Media release, 09 Febuary 2022
Research commissioned by Material Focus has identified that the introduction of a “matching” system could bring benefits to the UK WEEE system. The research “A UK WEEE Matching System: A feasibility study of options” details the benefits that this approach may bring but also acknowledges the impacts and costs that may be expected. The report identifies areas of further investigation that would be required as part of a holistic review of the UK WEEE system, should matching be considered as a serious option worthy of more investigation by stakeholders and DEFRA.
The research, conducted by Oakdene Hollins with the support of The WEEE Forum, explored how “matching” has worked in other European countries, and provides an up-to-date evidence base on whether and how matching could benefit the UK system and be practically implemented.
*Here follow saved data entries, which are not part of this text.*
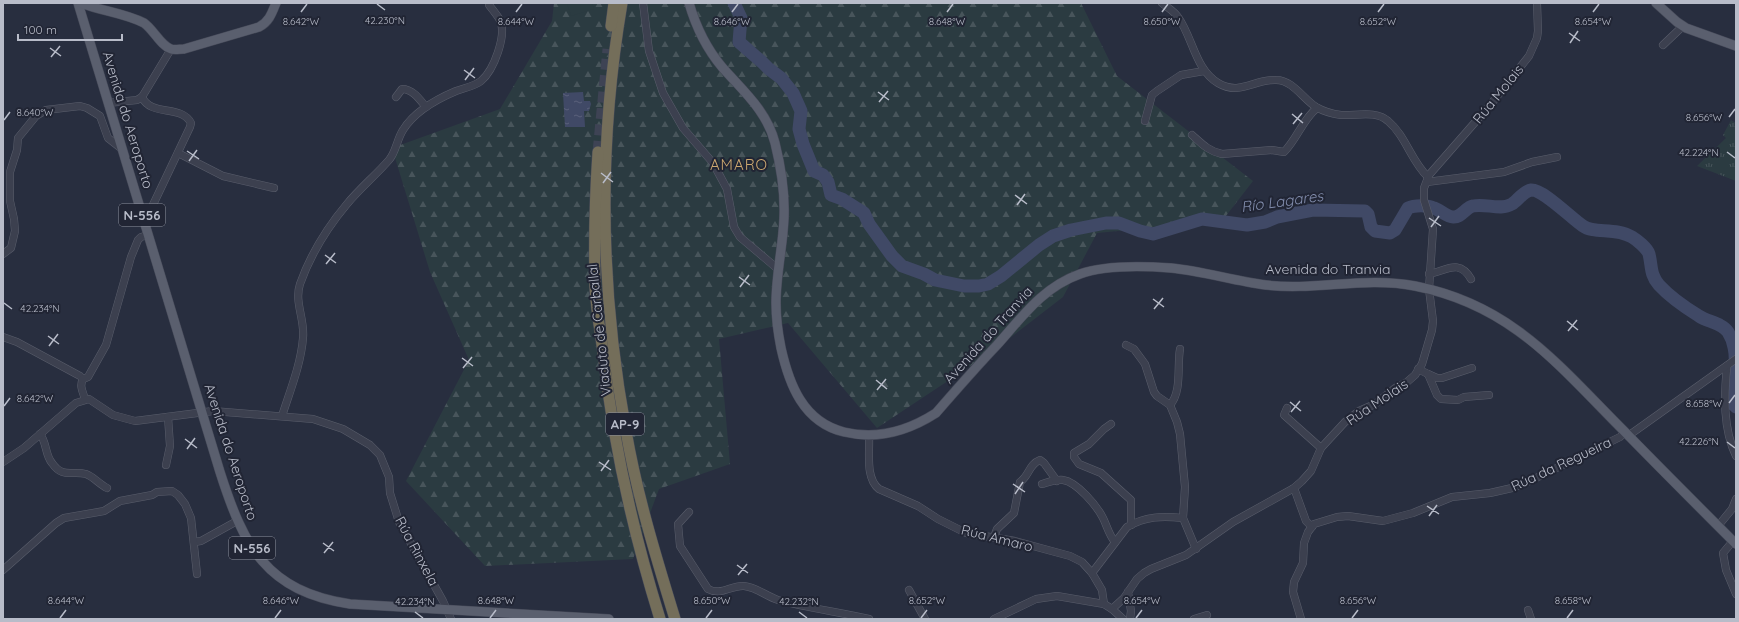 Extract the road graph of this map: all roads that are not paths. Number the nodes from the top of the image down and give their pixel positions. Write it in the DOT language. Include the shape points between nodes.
graph roads {
  1 [pos="79,3"];
  2 [pos="276,3"];
  3 [pos="490,3"];
  4 [pos="614,3"];
  5 [pos="622,3"];
  6 [pos="643,3"];
  7 [pos="689,3"];
  8 [pos="1162,3"];
  9 [pos="1537,3"];
  10 [pos="1656,3"];
  11 [pos="1683,26"];
  12 [pos="1663,45"];
  13 [pos="1736,46"];
  14 [pos="171,49"];
  15 [pos="608,49"];
  16 [pos="1204,71"];
  17 [pos="142,97"];
  18 [pos="396,97"];
  19 [pos="108,103"];
  20 [pos="426,107"];
  21 [pos="1317,108"];
  22 [pos="1145,121"];
  23 [pos="1192,135"];
  24 [pos="122,149"];
  25 [pos="598,152"];
  26 [pos="178,153"];
  27 [pos="1557,157"];
  28 [pos="1427,180"];
  29 [pos="274,188"];
  30 [pos="142,213"];
  31 [pos="601,225"];
  32 [pos="148,235"];
  33 [pos="3,254"];
  34 [pos="779,270"];
  35 [pos="1429,274"];
  36 [pos="1471,278"];
  37 [pos="1429,289"];
  38 [pos="3,337"];
  39 [pos="1126,345"];
  40 [pos="1180,349"];
  41 [pos="1732,362"];
  42 [pos="1472,368"];
  43 [pos="1418,369"];
  44 [pos="1428,374"];
  45 [pos="83,379"];
  46 [pos="1489,396"];
  47 [pos="85,399"];
  48 [pos="1170,405"];
  49 [pos="1286,408"];
  50 [pos="201,411"];
  51 [pos="282,416"];
  52 [pos="168,417"];
  53 [pos="1111,424"];
  54 [pos="40,434"];
  55 [pos="1627,434"];
  56 [pos="869,436"];
  57 [pos="1320,448"];
  58 [pos="1736,456"];
  59 [pos="3,462"];
  60 [pos="166,465"];
  61 [pos="1057,481"];
  62 [pos="1042,484"];
  63 [pos="107,488"];
  64 [pos="1294,488"];
  65 [pos="1736,499"];
  66 [pos="688,512"];
  67 [pos="1183,518"];
  68 [pos="237,521"];
  69 [pos="1131,524"];
  70 [pos="1718,526"];
  71 [pos="1312,527"];
  72 [pos="994,537"];
  73 [pos="194,542"];
  74 [pos="1115,542"];
  75 [pos="1734,543"];
  76 [pos="1196,549"];
  77 [pos="3,570"];
  78 [pos="1092,573"];
  79 [pos="197,574"];
  80 [pos="909,590"];
  81 [pos="1128,592"];
  82 [pos="1736,594"];
  83 [pos="1104,604"];
  84 [pos="448,609"];
  85 [pos="1112,609"];
  86 [pos="1528,610"];
  87 [pos="1207,615"];
  88 [pos="451,619"];
  89 [pos="609,619"];
  90 [pos="660,619"];
  91 [pos="675,619"];
  92 [pos="869,619"];
  93 [pos="925,619"];
  94 [pos="994,619"];
  95 [pos="1123,619"];
  96 [pos="1130,619"];
  97 [pos="1194,619"];
  98 [pos="1301,619"];
  99 [pos="1531,619"];
  1 -- 14 [label="main road" via="129,17 144,24"];
  1 -- 19 [label="main road, Avenida do Aeroporto / N-556"];
  2 -- 14 [label="main road" via="270,17 259,27 184,49"];
  3 -- 20 [label="street" via="500,20 503,32 490,72 480,81"];
  4 -- 15 [label="highway"];
  5 -- 31 [label="highway, AP-9" via="609,100 605,198"];
  6 -- 34 [label="street" via="649,51 663,93 682,128 713,164 727,190 734,227 740,237"];
  7 -- 34 [label="main road, Avenida do Tranvia" via="694,21 708,49 755,103 770,129 783,195 784,218"];
  8 -- 16 [label="street" via="1179,18"];
  9 -- 28 [label="street, Rúa Molais" via="1537,38 1529,56"];
  10 -- 11 [label="main road"];
  11 -- 12 [label="street"];
  11 -- 13 [label="main road"];
  14 -- 17 [label="street"];
  16 -- 21 [label="street" via="1219,84 1233,89 1259,82 1283,81 1294,87"];
  16 -- 22 [label="street" via="1181,75 1157,90 1152,96"];
  17 -- 19 [label="street"];
  17 -- 26 [label="street" via="151,107 180,114 189,120 190,127"];
  18 -- 20 [label="street" via="402,89 407,89 416,94"];
  19 -- 24 [label="main road, Avenida do Aeroporto / N-556"];
  20 -- 51 [label="street" via="403,130 390,158 347,203 315,247 297,296 303,320 303,338"];
  21 -- 23 [label="street" via="1284,152 1272,150 1222,154 1206,148"];
  21 -- 28 [label="street" via="1341,115 1384,117 1405,141"];
  24 -- 30 [label="main road, Avenida do Aeroporto / N-556"];
  24 -- 33 [label="street" via="108,138 100,116 87,108 80,106 46,110 36,116 18,138 10,172 14,231 11,248"];
  25 -- 31 [label="highway, AP-9" via="596,184"];
  26 -- 29 [label="street" via="223,176"];
  26 -- 30 [label="street" via="151,210"];
  27 -- 28 [label="street" via="1504,172"];
  28 -- 35 [label="street, Rúa Molais" via="1424,200 1433,229"];
  30 -- 32 [label="main road, Avenida do Aeroporto / N-556"];
  31 -- 90 [label="highway, Viaduto de Carballal / AP-9" via="595,287 608,394 635,534"];
  31 -- 91 [label="highway, Viaduto de Carballal / AP-9" via="626,432 649,531"];
  32 -- 45 [label="street" via="138,240 130,257 106,345 88,377"];
  32 -- 50 [label="main road, Avenida do Aeroporto / N-556"];
  34 -- 56 [label="main road, Avenida do Tranvia" via="776,314 788,378 795,392 807,409 826,424 842,432"];
  35 -- 36 [label="street" via="1454,267 1466,271"];
  35 -- 37 [label="street, Rúa Molais"];
  37 -- 43 [label="street, Rúa Molais" via="1434,321"];
  37 -- 55 [label="main road, Avenida do Tranvia" via="1491,312 1516,328 1558,364"];
  37 -- 56 [label="main road, Avenida do Tranvia" via="1394,282 1288,287 1170,268 1101,269 1082,273 1065,280 1040,296 936,413 919,424 902,430"];
  38 -- 45 [label="street" via="17,342"];
  39 -- 48 [label="street" via="1134,349 1145,364 1154,392"];
  40 -- 48 [label="street" via="1179,376 1174,401"];
  41 -- 55 [label="street, Rúa da Regueira"];
  41 -- 58 [label="street" via="1725,396 1730,441"];
  42 -- 44 [label="street" via="1442,378"];
  43 -- 44 [label="street"];
  43 -- 57 [label="street, Rúa Molais" via="1407,382 1345,422"];
  44 -- 46 [label="street" via="1441,399 1458,400 1464,397"];
  45 -- 47 [label="street" via="81,388"];
  47 -- 52 [label="street, Rúa Rinxela" via="113,415 135,421"];
  47 -- 54 [label="street" via="76,403"];
  48 -- 67 [label="street" via="1180,434 1185,487"];
  49 -- 57 [label="street" via="1284,415"];
  50 -- 51 [label="street, Rúa Rinxela"];
  50 -- 52 [label="street, Rúa Rinxela"];
  50 -- 68 [label="main road, Avenida do Aeroporto / N-556"];
  51 -- 84 [label="street, Rúa Rinxela" via="313,419 343,429 370,445 380,455 389,477 390,493 399,522"];
  52 -- 60 [label="street" via="170,446"];
  53 -- 69 [label="street" via="1089,444 1074,453 1074,457 1079,464 1101,474 1131,500"];
  54 -- 59 [label="street"];
  54 -- 63 [label="street" via="52,464 66,474 84,474"];
  55 -- 70 [label="main road, Avenida do Tranvia"];
  55 -- 71 [label="street, Rúa da Regueira" via="1512,488 1452,497 1383,521 1348,516 1314,524"];
  56 -- 72 [label="street, Rúa Amaro" via="871,479 874,485 918,506 954,528 966,533"];
  57 -- 64 [label="street, Rúa Molais" via="1311,471"];
  61 -- 62 [label="street"];
  61 -- 72 [label="street" via="1044,463 1040,460 1035,462 1020,482 1012,516 997,529"];
  61 -- 74 [label="street" via="1064,480 1073,485 1091,500"];
  64 -- 71 [label="street" via="1306,521"];
  64 -- 76 [label="street, Rúa Molais" via="1232,522"];
  65 -- 70 [label="street" via="1732,509"];
  66 -- 92 [label="street" via="678,524 680,546 708,589 713,592 744,586 785,602"];
  67 -- 69 [label="street" via="1160,516"];
  67 -- 76 [label="street"];
  68 -- 73 [label="street" via="201,541"];
  68 -- 84 [label="main road, Avenida do Aeroporto / N-556" via="250,545 264,563 283,580 307,593 350,604"];
  69 -- 74 [label="street"];
  70 -- 75 [label="main road, Avenida do Tranvia"];
  71 -- 98 [label="street" via="1304,544 1303,563 1294,582 1293,592"];
  72 -- 78 [label="street, Rúa Amaro" via="1070,556 1082,562"];
  73 -- 77 [label="street" via="191,518 185,504 178,495 165,490 120,501 97,513 64,518"];
  73 -- 79 [label="street"];
  74 -- 78 [label="street"];
  75 -- 82 [label="street" via="1723,553 1726,570"];
  76 -- 81 [label="street, Rúa Molais" via="1151,569 1137,579"];
  78 -- 83 [label="street, Rúa Amaro" via="1102,590"];
  80 -- 93 [label="street"];
  81 -- 85 [label="street, Rúa Molais"];
  81 -- 96 [label="street"];
  83 -- 85 [label="street"];
  83 -- 94 [label="street" via="1047,596"];
  84 -- 88 [label="street, Rúa Rinxela"];
  84 -- 89 [label="main road, Avenida do Aeroporto / N-556"];
  85 -- 95 [label="street"];
  86 -- 99 [label="street"];
  87 -- 97 [label="street"];
}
The findings of the study will support the upcoming consultation by DEFRA of the UK Waste Electrical and Electronic Equipment (WEEE) Regulations.
Matching, sometimes also known as allocation, refers to an administrative process that instructs producer compliance schemes (PCSs) to collect WEEE from various sources at a level equivalent to their producer members’ combined market share. It is an alternative to the current approach in the UK in which PCSs competitively tender for access to some or all designated collection facilities (DCFs).
With many PCSs operating in the UK, matching would mean that resources currently focussed on competing for access to WEEE could be freed up and redirected towards more productive and progressive activities to improve the performance of the WEEE system. Matching would ensure that all PCSs have access to their member’s market share of collected WEEE from across the UK. Matching could also require all PCSs to actually collect and recycle WEEE and reduce the use of WEEE evidence purchases. Overall, this could remove economic distortions that, as some industry commentators claim, arise from the current approach due to the differences in the nature and costs of collecting WEEE from DCFs across the UK.
Scott Butler, Executive Director of Material Focus said: “Working with a range of industry stakeholders we have identified, funded and published research on a number of important WEEE issues. This latest report adds to this work, and we hope will help inform stakeholders as they develop their responses to the upcoming and eagerly awaited DEFRA consultation on the UK WEEE System.”
Vivian Shi, Oakdene Hollins, report author said: “Interviewees from other European countries that have a matching approach broadly agreed that, when designed and enforced appropriately to their countries’ contexts, matching has created a harmonised and stable system, and a level playing field for competition. This has allowed for more efficient and productive use of resources for PCS improvement and innovation.”
This study concluded that matching by collection points is a potentially feasible solution for the UK, aiming at levelling the playing field and driving more PCS participation in actual collection. It also shows that, whilst matching would not in itself increase WEEE collections, it could be a foundation for wider reforms to the UK WEEE system. This study also highlights that implementation of an effective matching system hinges on changes and supplementary initiatives to the wider system.
For further press information please contact Kate Hinton – firstname.lastname@example.org
About Material Focus and the Recycle Your Electricals campaign
Material Focus is a not-for-profit organisation whose goal is to stop the nation throwing away or hoarding all their old small electricals. Material Focus is delivering the UK-wide Recycle Your Electricals campaign. The campaign is revealing the value hidden in electricals and is making it easier for us all to recycle and reuse the small electricals we no longer need by providing more recycling points as well as providing practical information on how households can recycle.
The campaign is funded by producers of electrical appliances. The UK government sets annual targets for the recycling of all waste electricals, including small electricals. If producers of electrical appliances don’t meet this target, then they contribute towards a fund (WEEE Fund) which pays for a range of activities, including communications, behaviour change activities, increased recycling projects and research. Ultimately the aim is to support actions that will help the UK increase the levels of reuse and recycling of waste electricals.